■ **To do**
Your result should be the lines holding the word "highway", copied from the entries below.
== Segment start ==
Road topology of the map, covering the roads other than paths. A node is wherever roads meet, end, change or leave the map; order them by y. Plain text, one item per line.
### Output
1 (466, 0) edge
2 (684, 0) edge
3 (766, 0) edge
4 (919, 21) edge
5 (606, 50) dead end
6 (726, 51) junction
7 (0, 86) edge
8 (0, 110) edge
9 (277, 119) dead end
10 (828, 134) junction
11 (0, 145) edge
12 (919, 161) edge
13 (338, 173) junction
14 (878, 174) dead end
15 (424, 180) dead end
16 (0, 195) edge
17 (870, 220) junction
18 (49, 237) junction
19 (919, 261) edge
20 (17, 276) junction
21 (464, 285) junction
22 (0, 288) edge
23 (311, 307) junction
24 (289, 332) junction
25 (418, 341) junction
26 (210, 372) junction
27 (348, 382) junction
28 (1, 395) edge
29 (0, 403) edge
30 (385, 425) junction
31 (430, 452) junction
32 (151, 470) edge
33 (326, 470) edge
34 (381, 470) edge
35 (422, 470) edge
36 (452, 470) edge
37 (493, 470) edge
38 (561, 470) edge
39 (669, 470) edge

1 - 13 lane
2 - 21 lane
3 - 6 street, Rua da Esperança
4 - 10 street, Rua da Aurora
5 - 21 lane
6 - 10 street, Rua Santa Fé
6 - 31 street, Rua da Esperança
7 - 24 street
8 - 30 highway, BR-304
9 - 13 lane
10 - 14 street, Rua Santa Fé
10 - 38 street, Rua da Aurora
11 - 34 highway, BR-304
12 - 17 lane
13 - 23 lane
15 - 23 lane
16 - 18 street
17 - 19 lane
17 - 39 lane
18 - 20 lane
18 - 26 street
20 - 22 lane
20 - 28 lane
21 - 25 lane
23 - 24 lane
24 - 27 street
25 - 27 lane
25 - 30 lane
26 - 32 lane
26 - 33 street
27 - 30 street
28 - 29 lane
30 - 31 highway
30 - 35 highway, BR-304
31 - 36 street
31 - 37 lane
== Segment end ==
■ **Response to this task**
8 - 30 highway, BR-304
11 - 34 highway, BR-304
30 - 31 highway
30 - 35 highway, BR-304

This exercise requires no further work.